← Back to Engcall

Engcall is a phone-based English conversation service — the entire product depends on reliable, low-latency voice calls between Korean students and Filipino tutors. I needed a call system that could handle daily 20-minute sessions with consistent audio quality, even on unstable mobile networks. Third-party meeting tools like Zoom or Google Meet weren't an option — they add friction, require separate accounts, and don't integrate into the booking and session management flow I was building.

I chose Agora SDK for the WebRTC layer. It handles the hard parts of real-time audio — NAT traversal, codec negotiation, adaptive bitrate — while giving me full control over the call lifecycle through its API. The architecture is straightforward: the Spring Boot backend generates short-lived RTC tokens and manages session state, while the React frontend handles the Agora connection and UI.
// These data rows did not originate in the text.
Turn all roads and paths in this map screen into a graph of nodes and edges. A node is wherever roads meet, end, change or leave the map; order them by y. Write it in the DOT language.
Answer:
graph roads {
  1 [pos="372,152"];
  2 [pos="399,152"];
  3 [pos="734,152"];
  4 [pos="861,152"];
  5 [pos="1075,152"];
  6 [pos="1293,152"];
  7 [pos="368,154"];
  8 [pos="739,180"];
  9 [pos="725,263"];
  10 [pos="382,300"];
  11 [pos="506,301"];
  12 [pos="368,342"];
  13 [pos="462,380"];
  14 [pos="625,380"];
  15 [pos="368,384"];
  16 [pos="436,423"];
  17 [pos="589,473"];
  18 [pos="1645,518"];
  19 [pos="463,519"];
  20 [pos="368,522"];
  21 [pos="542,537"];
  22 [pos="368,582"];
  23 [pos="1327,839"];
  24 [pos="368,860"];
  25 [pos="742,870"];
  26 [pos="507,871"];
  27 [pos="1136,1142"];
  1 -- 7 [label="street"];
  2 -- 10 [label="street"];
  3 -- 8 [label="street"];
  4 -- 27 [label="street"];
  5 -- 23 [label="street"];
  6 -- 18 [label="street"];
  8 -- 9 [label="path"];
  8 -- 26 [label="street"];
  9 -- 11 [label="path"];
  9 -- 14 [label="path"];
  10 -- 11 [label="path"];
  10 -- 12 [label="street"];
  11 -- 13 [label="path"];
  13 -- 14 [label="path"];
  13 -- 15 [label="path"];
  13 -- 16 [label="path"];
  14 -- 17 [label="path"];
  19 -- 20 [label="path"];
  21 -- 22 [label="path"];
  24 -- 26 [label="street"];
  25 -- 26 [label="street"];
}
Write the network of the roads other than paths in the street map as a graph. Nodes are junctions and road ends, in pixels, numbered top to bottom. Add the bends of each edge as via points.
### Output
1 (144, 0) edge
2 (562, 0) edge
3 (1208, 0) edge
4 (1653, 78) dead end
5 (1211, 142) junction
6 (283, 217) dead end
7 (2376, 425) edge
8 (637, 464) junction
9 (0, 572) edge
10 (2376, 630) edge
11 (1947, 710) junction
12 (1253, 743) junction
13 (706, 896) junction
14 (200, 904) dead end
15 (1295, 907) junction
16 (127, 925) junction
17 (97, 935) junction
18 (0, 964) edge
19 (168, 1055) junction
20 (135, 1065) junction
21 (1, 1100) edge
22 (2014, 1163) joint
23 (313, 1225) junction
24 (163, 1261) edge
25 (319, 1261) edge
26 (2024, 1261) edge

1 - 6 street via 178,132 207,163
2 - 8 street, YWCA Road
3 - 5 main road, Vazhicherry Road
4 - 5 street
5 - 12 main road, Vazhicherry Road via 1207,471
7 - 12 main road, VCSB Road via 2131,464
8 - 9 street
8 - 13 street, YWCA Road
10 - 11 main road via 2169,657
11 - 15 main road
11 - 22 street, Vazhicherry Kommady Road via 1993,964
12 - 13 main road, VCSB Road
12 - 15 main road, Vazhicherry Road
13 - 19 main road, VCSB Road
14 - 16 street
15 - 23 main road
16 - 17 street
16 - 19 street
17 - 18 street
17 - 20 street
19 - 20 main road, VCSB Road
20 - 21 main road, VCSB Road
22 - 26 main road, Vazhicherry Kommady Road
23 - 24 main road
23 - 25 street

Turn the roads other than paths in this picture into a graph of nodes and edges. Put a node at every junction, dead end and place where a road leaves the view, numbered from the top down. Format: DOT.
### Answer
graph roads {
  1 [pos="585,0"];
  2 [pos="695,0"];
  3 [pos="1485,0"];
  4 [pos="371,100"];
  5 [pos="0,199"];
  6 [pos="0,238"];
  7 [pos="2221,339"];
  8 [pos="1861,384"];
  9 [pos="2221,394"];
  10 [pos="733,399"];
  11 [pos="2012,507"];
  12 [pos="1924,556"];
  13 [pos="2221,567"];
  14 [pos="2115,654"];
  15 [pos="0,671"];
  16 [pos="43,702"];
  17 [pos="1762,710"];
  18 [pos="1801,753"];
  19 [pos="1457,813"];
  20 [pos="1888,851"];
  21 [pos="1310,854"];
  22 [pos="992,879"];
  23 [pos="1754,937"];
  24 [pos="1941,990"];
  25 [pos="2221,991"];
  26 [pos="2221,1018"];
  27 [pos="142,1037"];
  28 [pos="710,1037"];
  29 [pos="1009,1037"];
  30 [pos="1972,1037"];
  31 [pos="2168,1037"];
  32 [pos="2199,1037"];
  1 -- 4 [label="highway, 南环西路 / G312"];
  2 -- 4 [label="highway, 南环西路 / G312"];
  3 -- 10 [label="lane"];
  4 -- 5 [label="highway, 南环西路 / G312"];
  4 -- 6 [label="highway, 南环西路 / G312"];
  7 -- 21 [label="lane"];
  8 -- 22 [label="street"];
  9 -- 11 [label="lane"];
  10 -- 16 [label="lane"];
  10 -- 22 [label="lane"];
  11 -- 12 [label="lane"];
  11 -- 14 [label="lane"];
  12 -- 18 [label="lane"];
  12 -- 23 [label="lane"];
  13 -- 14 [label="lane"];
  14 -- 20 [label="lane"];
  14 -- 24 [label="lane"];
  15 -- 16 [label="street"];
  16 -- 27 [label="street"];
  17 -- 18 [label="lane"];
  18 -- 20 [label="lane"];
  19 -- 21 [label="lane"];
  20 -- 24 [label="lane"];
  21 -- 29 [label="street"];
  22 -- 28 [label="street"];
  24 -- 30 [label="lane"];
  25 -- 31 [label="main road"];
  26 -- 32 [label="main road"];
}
  • Token generation — When a student or tutor enters the call room, the backend generates an Agora RTC token (expires in 1 hour) scoped to their course channel. Channel names follow the format engcall_s{studentId} to ensure each pair gets an isolated audio channel.
  • Session management — The backend tracks each participant's state (OFFLINE → WAITING → IN_CALL) and the overall session status (CREATED → IN_PROGRESS → ENDED). This runs entirely over REST — no WebSockets.
  • Connection flow — Both participants enter the call room and poll the session endpoint every second. When both are WAITING, the frontend auto-connects through Agora. A heartbeat ping fires every 5 seconds so the backend can detect disconnections (10-second timeout).
  • Call links — Tutors receive AES-GCM encrypted URLs containing their identity, so they can join without logging in. The backend decrypts and validates the token before granting access.
  • Polling vs WebSocket — I deliberately chose HTTP polling over WebSockets. For a two-person call room, the overhead is negligible, and polling is far simpler to deploy, debug, and scale on a single EC2 instance. The 1-second poll interval is fast enough that participants never notice a delay.
  • Noise suppression — Tutors often call from shared offices in the Philippines. I integrated Agora's AI denoiser extension (WASM-based) to suppress background noise in real time. This made a significant difference in call quality without any server-side processing.
  • Time window validation — Calls are only allowed within a ±5 minute window of the scheduled lesson time. The backend validates course status, lesson day, and long-leave schedules before issuing a token — preventing unauthorized access and accidental early/late joins.
  • Feedback loop — After each call, both participants can rate quality and satisfaction (1-5). This data helps me identify network issues and improve the experience over time.